I have been running this Driver

Radeon Software Version - 19.4.3
Radeon Software Edition - Adrenalin 2019
Windows Version - Windows 10 and Windows 7  (64 bit)

I ran it on Vega / Fiji based GPU's.

I tried running on  R9 Fury X, R9 Fury, R9 Nano and RX Vega 64 Liquid.
I ran it on BFV, BF1, CSGO, Shadow of the Tomb Raider, Crysis 3 on intel and AMD based CPU.
PCIe3.0x16 x8 x4 tested.
Overall a reasonably stable driver compared to Adrenalin 2019 drivers I was running a few months ago.
R9 Nano performance running BF1 DX11 on Ultra was surprisingly good compared to last time I tested it.

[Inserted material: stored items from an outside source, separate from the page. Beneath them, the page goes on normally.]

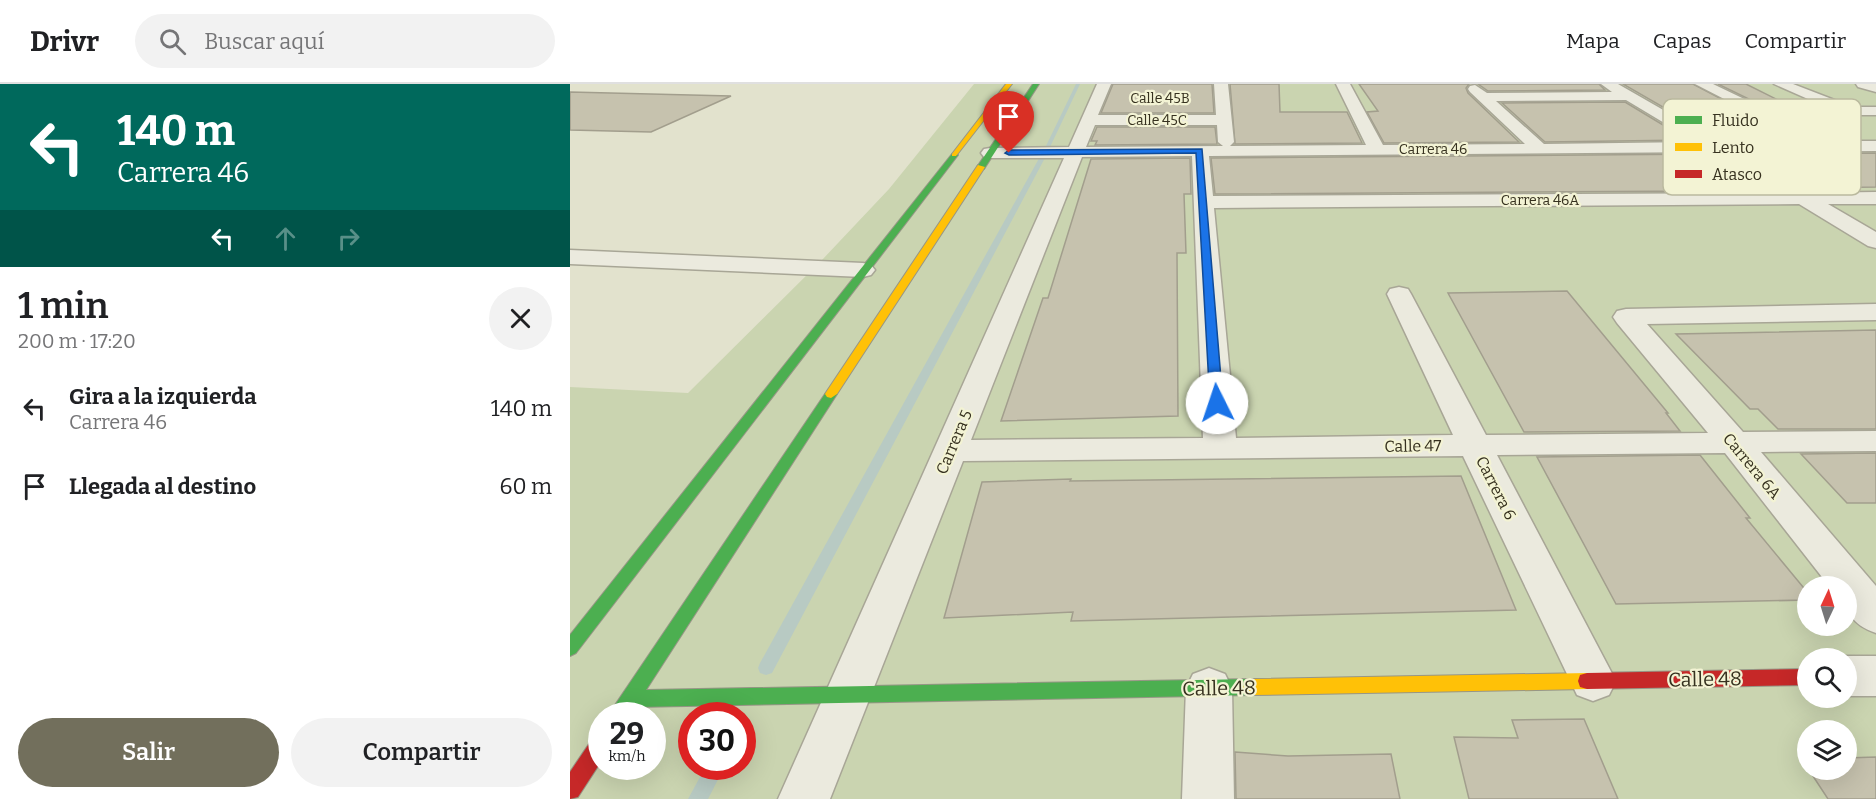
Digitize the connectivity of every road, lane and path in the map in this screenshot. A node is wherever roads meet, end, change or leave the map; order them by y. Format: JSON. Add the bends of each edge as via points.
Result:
{"nodes":[{"id":1,"x":1009,"y":84,"type":"edge"},
{"id":2,"x":1036,"y":84,"type":"edge"},
{"id":3,"x":1343,"y":84,"type":"edge"},
{"id":4,"x":1470,"y":84,"type":"edge"},
{"id":5,"x":1608,"y":84,"type":"edge"},
{"id":6,"x":1702,"y":84,"type":"edge"},
{"id":7,"x":1781,"y":84,"type":"edge"},
{"id":8,"x":1863,"y":84,"type":"edge"},
{"id":9,"x":1876,"y":88,"type":"edge"},
{"id":10,"x":1218,"y":93,"type":"edge"},
{"id":11,"x":1628,"y":96,"type":"junction"},
{"id":12,"x":1484,"y":97,"type":"junction"},
{"id":13,"x":1732,"y":99,"type":"edge"},
{"id":14,"x":1819,"y":99,"type":"edge"},
{"id":15,"x":1100,"y":100,"type":"edge"},
{"id":16,"x":1663,"y":116,"type":"edge"},
{"id":17,"x":1224,"y":120,"type":"junction"},
{"id":18,"x":1663,"y":148,"type":"edge"},
{"id":19,"x":1467,"y":149,"type":"junction"},
{"id":20,"x":1540,"y":149,"type":"junction"},
{"id":21,"x":1377,"y":150,"type":"junction"},
{"id":22,"x":1200,"y":151,"type":"junction"},
{"id":23,"x":1227,"y":151,"type":"junction"},
{"id":24,"x":1076,"y":152,"type":"junction"},
{"id":25,"x":990,"y":153,"type":"junction"},
{"id":26,"x":1479,"y":166,"type":"dead end"},
{"id":27,"x":1492,"y":183,"type":"dead end"},
{"id":28,"x":1798,"y":195,"type":"edge"},
{"id":29,"x":1803,"y":198,"type":"junction"},
{"id":30,"x":1876,"y":198,"type":"edge"},
{"id":31,"x":1504,"y":201,"type":"junction"},
{"id":32,"x":1203,"y":202,"type":"junction"},
{"id":33,"x":1876,"y":241,"type":"edge"},
{"id":34,"x":570,"y":257,"type":"edge"},
{"id":35,"x":862,"y":270,"type":"junction"},
{"id":36,"x":1399,"y":294,"type":"dead end"},
{"id":37,"x":1876,"y":312,"type":"edge"},
{"id":38,"x":1876,"y":441,"type":"edge"},
{"id":39,"x":1734,"y":442,"type":"junction"},
{"id":40,"x":1475,"y":445,"type":"junction"},
{"id":41,"x":1220,"y":448,"type":"junction"},
{"id":42,"x":950,"y":451,"type":"junction"},
{"id":43,"x":1876,"y":616,"type":"edge"},
{"id":44,"x":570,"y":648,"type":"edge"},
{"id":45,"x":1857,"y":676,"type":"edge"},
{"id":46,"x":1876,"y":676,"type":"edge"},
{"id":47,"x":1797,"y":677,"type":"edge"},
{"id":48,"x":1593,"y":681,"type":"junction"},
{"id":49,"x":1209,"y":688,"type":"junction"},
{"id":50,"x":847,"y":696,"type":"junction"},
{"id":51,"x":630,"y":699,"type":"junction"},
{"id":52,"x":628,"y":702,"type":"edge"},
{"id":53,"x":588,"y":763,"type":"edge"},
{"id":54,"x":570,"y":790,"type":"edge"},
{"id":55,"x":804,"y":799,"type":"edge"},
{"id":56,"x":1208,"y":799,"type":"edge"}],
"edges":[{"from":1,"to":35,"type":"main road"},
{"from":2,"to":25,"type":"main road"},
{"from":3,"to":21,"type":"street"},
{"from":4,"to":12,"type":"street"},
{"from":5,"to":11,"type":"street"},
{"from":6,"to":13,"type":"street"},
{"from":7,"to":14,"type":"street"},
{"from":8,"to":9,"type":"street"},
{"from":10,"to":17,"type":"street"},
{"from":11,"to":12,"type":"street"},
{"from":11,"to":16,"type":"street"},
{"from":12,"to":20,"type":"street"},
{"from":15,"to":17,"type":"street","name":"Calle 45C"},
{"from":15,"to":24,"type":"street","name":"Carrera 5"},
{"from":17,"to":23,"type":"street"},
{"from":18,"to":20,"type":"street","name":"Carrera 46"},
{"from":19,"to":20,"type":"street","name":"Carrera 46"},
{"from":19,"to":21,"type":"street","name":"Carrera 46"},
{"from":19,"to":26,"type":"street"},
{"from":21,"to":23,"type":"street","name":"Carrera 46"},
{"from":22,"to":23,"type":"street","name":"Carrera 46"},
{"from":22,"to":24,"type":"street","name":"Carrera 46"},
{"from":22,"to":32,"type":"street"},
{"from":24,"to":25,"type":"street","name":"Carrera 46"},
{"from":24,"to":42,"type":"street","name":"Carrera 5"},
{"from":25,"to":51,"type":"main road"},
{"from":27,"to":31,"type":"street"},
{"from":28,"to":29,"type":"street"},
{"from":29,"to":30,"type":"street","name":"Carrera 46A"},
{"from":29,"to":31,"type":"street","name":"Carrera 46A"},
{"from":29,"to":33,"type":"street"},
{"from":31,"to":32,"type":"street","name":"Carrera 46A"},
{"from":32,"to":41,"type":"street"},
{"from":34,"to":35,"type":"street"},
{"from":35,"to":44,"type":"main road"},
{"from":36,"to":40,"type":"street","name":"Carrera 6"},
{"from":37,"to":39,"type":"street","name":"Carrera 6A","via":[[1626,317]]},
{"from":38,"to":39,"type":"street","name":"Calle 47"},
{"from":39,"to":40,"type":"street","name":"Calle 47"},
{"from":39,"to":43,"type":"street","name":"Carrera 6A"},
{"from":40,"to":41,"type":"street","name":"Calle 47"},
{"from":40,"to":48,"type":"street","name":"Carrera 6"},
{"from":41,"to":42,"type":"street","name":"Calle 47"},
{"from":42,"to":50,"type":"street","name":"Carrera 5"},
{"from":45,"to":46,"type":"street"},
{"from":47,"to":48,"type":"main road","name":"Calle 48"},
{"from":48,"to":49,"type":"main road","name":"Calle 48"},
{"from":49,"to":50,"type":"main road","name":"Calle 48"},
{"from":49,"to":56,"type":"street"},
{"from":50,"to":51,"type":"main road","name":"Calle 48"},
{"from":50,"to":55,"type":"street","name":"Carrera 5"},
{"from":51,"to":52,"type":"main road"},
{"from":53,"to":54,"type":"main road"}]}
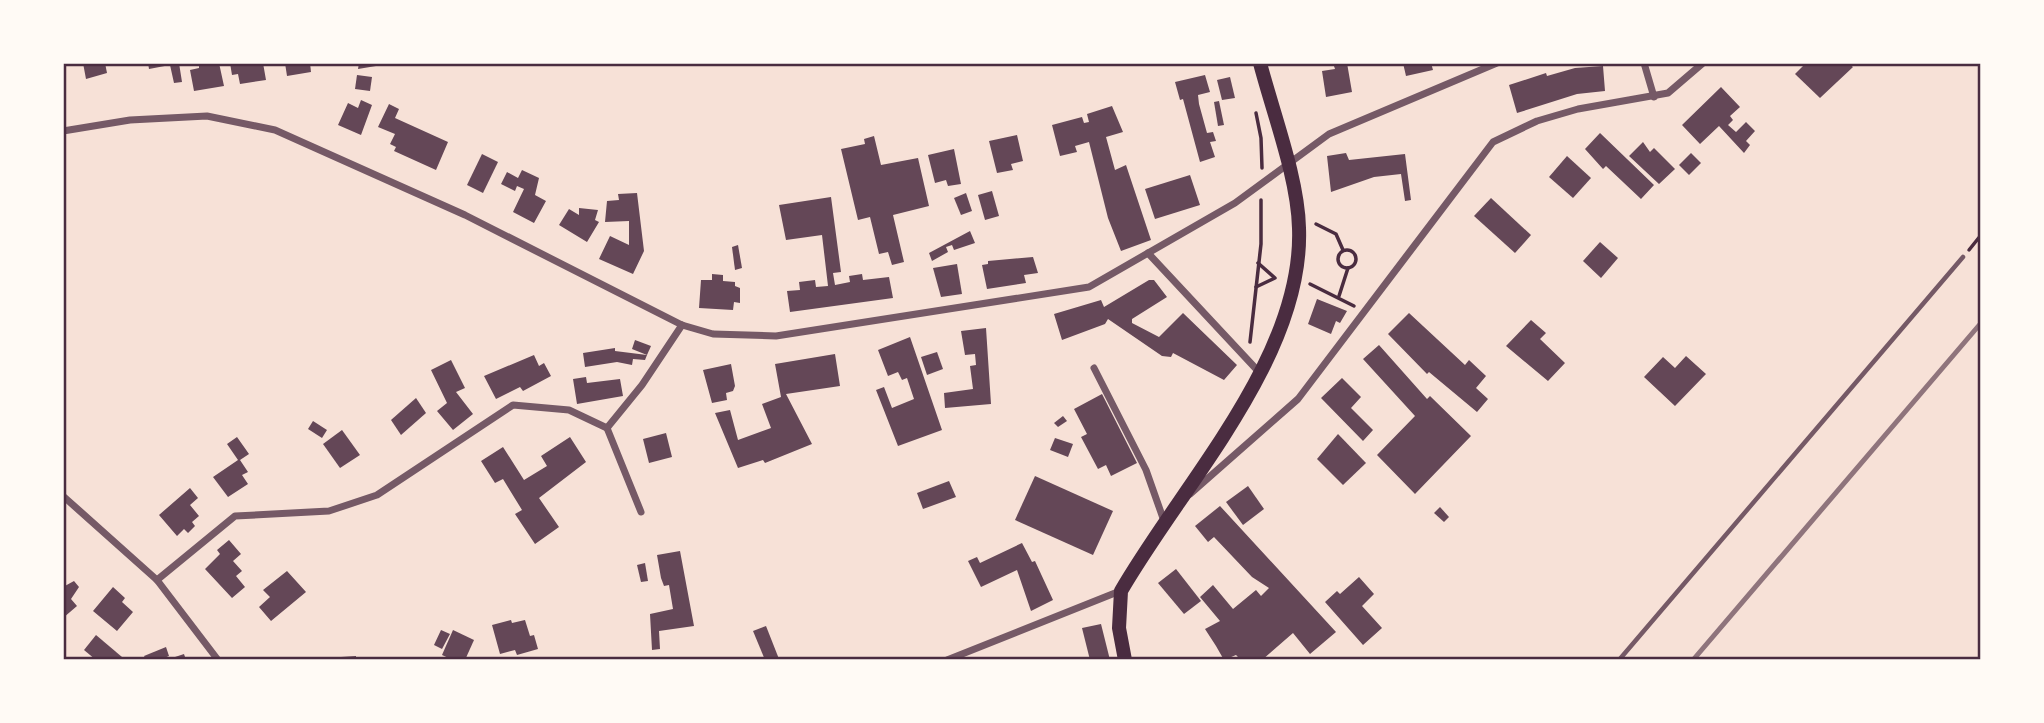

I did have a problem running BFV DX12 with enhanced sync turned on.
I was running it at 4K Ultra ~ O.K.
I turned on enhanced sync and that caused crashing on that game.

Bye.





0 Likes

Interesting. Never thought to keep enhance sync off. I will try that. Thanks

Hi - no problem.
Please note that enhanced sync works fine on other games like TitanFall 2 running in DX11 on an R9 Nano and i7-4770K @ Pcie3.0x4 interface, for example.
It possibly caused a crash in BFV at 4kUltra on Ryzen 2700X with RX Vega 64 Liquid because it might increase GPU workload and therefore thermals. Or it may have just been a bug.
Explanation of Enhanced Sync is here: AMD's Enhanced Sync Explained - YouTube 

Bye.

0 Likes
nicknames
Journeyman III

Same issue but I fixed it. I just reduced GPU-MCLK to 800. My Card immediately crash at higher speed than 800.